Semantics in Support of Biodiversity Knowledge Discovery: An Introduction to the Biological Collections Ontology and Related Ontologies by Walls RL, Deck J, Guralnick R, Baskauf S, Beaman R, et al. (2014). (Walls RL, Deck J, Guralnick R, Baskauf S, Beaman R, et al. (2014) Semantics in Support of Biodiversity Knowledge Discovery: An Introduction to the Biological Collections Ontology and Related Ontologies. PLoS ONE 9(3): e89606. doi:10.1371/journal.pone.0089606).
The study of biodiversity spans many disciplines and includes data pertaining to species distributions and abundances, genetic sequences, trait measurements, and ecological niches, complemented by information on collection and measurement protocols. A review of the current landscape of metadata standards and ontologies in biodiversity science suggests that existing standards such as the Darwin Core terminology are inadequate for describing biodiversity data in a semantically meaningful and computationally useful way. Existing ontologies, such as the Gene Ontology and others in the Open Biological and Biomedical Ontologies (OBO) Foundry library, provide a semantic structure but lack many of the necessary terms to describe biodiversity data in all its dimensions. In this paper, we describe the motivation for and ongoing development of a new Biological Collections Ontology, the Environment Ontology, and the Population and Community Ontology. These ontologies share the aim of improving data aggregation and integration across the biodiversity domain and can be used to describe physical samples and sampling processes (for example, collection, extraction, and preservation techniques), as well as biodiversity observations that involve no physical sampling. Together they encompass studies of: 1) individual organisms, including voucher specimens from ecological studies and museum specimens, 2) bulk or environmental samples (e.g., gut contents, soil, water) that include DNA, other molecules, and potentially many organisms, especially microbes, and 3) survey-based ecological observations. We discuss how these ontologies can be applied to biodiversity use cases that span genetic, organismal, and ecosystem levels of organization. We argue that if adopted as a standard and rigorously applied and enriched by the biodiversity community, these ontologies would significantly reduce barriers to data discovery, integration, and exchange among biodiversity resources and researchers.

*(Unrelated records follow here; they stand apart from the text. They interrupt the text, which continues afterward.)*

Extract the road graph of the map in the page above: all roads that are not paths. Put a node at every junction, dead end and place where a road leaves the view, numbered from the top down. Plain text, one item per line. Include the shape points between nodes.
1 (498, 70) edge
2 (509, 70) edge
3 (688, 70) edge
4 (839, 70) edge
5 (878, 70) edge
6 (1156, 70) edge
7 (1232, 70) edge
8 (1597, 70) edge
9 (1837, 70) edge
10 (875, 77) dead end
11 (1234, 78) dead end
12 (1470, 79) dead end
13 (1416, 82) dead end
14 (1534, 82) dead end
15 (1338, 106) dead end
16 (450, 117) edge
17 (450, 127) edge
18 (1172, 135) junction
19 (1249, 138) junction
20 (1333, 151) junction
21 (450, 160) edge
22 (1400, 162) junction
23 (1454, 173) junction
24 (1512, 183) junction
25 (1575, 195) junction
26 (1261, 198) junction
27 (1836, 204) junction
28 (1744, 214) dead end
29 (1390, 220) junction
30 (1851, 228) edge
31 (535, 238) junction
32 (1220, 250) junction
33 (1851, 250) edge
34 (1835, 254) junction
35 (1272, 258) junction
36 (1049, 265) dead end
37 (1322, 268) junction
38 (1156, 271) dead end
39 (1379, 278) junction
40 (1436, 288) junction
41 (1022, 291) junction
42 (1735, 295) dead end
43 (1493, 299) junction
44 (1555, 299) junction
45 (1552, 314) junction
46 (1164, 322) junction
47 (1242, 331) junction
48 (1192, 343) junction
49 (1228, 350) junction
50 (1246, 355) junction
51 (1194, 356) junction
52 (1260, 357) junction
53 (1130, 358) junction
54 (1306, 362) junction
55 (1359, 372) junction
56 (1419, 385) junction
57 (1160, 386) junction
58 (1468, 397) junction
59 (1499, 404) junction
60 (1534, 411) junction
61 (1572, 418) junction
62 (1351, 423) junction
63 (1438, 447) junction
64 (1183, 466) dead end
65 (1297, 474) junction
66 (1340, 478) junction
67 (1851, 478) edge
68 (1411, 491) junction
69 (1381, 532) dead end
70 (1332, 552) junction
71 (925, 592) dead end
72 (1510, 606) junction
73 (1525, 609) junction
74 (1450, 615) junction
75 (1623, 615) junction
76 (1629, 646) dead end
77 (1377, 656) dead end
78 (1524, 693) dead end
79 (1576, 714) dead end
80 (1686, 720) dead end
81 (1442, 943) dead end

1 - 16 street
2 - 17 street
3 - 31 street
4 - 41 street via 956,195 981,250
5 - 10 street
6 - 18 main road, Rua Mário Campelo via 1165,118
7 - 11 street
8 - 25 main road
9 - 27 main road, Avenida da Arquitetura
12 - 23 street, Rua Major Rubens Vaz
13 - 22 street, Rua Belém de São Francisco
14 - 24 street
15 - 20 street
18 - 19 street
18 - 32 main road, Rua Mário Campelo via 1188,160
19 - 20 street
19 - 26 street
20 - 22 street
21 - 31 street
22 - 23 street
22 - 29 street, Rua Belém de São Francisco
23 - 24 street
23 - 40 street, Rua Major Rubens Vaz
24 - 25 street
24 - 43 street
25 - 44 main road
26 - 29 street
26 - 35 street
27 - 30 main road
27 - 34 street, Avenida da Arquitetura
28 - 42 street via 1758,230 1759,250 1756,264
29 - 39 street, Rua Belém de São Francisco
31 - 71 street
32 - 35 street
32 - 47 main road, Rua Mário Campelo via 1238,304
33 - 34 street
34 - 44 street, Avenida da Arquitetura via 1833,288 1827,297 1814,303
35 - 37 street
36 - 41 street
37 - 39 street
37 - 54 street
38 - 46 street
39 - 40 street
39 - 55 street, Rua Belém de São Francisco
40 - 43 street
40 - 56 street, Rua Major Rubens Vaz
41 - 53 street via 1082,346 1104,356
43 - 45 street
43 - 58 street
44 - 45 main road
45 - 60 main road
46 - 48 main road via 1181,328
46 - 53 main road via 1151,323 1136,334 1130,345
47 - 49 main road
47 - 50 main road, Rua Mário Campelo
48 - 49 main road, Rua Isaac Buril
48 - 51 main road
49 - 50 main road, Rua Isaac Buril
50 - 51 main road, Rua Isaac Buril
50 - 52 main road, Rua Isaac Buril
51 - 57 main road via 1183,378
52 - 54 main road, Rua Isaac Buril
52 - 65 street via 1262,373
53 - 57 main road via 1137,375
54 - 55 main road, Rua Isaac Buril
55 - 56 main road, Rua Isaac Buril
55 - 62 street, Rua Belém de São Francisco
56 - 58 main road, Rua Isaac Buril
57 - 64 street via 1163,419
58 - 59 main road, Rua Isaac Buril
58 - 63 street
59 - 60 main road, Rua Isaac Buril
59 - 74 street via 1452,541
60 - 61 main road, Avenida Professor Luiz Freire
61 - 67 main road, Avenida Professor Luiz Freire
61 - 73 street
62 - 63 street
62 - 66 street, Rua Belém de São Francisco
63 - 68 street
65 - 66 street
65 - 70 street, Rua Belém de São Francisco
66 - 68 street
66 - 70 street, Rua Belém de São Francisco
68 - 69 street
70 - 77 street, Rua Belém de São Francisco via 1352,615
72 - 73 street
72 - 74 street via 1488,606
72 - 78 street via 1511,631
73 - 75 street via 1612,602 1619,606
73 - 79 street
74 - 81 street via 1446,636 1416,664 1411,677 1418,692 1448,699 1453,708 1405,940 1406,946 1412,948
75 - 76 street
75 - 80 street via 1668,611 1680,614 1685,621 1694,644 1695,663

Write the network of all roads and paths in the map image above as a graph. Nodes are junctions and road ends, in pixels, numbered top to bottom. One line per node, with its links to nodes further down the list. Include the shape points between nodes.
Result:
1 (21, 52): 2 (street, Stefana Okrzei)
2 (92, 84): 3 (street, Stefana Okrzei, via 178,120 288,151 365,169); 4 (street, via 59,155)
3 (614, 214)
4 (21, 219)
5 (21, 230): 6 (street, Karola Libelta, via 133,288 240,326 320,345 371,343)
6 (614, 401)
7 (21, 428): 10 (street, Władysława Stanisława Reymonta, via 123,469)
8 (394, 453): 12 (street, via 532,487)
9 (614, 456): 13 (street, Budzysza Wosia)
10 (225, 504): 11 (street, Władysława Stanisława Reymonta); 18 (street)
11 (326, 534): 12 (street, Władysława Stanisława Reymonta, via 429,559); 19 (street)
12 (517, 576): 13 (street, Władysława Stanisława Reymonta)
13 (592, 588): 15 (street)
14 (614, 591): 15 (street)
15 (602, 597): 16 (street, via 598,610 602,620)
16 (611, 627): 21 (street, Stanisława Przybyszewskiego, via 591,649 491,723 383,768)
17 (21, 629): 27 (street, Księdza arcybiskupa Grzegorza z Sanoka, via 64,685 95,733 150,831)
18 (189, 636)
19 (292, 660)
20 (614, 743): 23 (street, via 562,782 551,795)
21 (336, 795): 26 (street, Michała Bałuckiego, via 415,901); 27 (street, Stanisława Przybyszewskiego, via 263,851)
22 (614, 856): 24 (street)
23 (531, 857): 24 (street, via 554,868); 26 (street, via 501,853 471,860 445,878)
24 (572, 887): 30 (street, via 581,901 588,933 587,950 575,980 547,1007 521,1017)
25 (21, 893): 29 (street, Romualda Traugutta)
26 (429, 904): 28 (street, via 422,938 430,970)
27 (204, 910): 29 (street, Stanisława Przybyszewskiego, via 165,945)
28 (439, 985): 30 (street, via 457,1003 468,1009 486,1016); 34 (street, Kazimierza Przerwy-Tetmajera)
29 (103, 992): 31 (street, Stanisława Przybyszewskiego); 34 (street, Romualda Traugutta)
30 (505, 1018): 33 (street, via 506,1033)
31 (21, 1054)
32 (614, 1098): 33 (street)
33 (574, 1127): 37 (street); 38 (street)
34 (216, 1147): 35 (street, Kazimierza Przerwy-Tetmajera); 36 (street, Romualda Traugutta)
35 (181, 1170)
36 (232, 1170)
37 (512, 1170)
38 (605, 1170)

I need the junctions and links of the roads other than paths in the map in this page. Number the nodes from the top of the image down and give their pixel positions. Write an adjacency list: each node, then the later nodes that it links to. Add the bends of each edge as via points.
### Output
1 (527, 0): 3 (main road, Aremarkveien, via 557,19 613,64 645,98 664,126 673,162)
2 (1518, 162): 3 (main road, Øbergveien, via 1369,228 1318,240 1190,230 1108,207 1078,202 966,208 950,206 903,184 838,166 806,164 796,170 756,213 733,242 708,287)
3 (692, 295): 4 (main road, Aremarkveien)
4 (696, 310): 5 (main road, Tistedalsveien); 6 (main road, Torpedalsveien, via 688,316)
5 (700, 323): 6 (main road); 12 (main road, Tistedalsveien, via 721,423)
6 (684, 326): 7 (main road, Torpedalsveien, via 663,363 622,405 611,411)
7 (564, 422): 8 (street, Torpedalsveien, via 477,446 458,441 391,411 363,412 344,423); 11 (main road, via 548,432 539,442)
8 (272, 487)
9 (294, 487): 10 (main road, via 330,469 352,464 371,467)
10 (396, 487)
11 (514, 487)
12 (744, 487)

I want to call to your attention a great description of the current state of biodiversity data:
Assembling the data sets needed for global biodiversity initiatives remains challenging. Biodiversity data are highly heterogeneous, including information about organisms, their morphology and genetics, life history and habitats, and geographical ranges. These data almost always either contain or are linked to spatial, temporal, and environmental data. Biodiversity science seeks to understand the origin, maintenance, and function of this variation and thus requires integrated data on the spatiotemporal dynamics of organisms, populations, and species, together with information on their ecological and environmental context. Biodiversity knowledge is generated across multiple disciplines, each with its own community practices. As a consequence, biodiversity data are stored in a fragmented network of resource silos, in formats that impede integration. The means to properly describe and interrelate these different data sources and types is essential if such resources are to fulfill their potential for flexible use and re-use in a wide variety of monitoring, scientific, and policy-oriented applications . (From the introduction)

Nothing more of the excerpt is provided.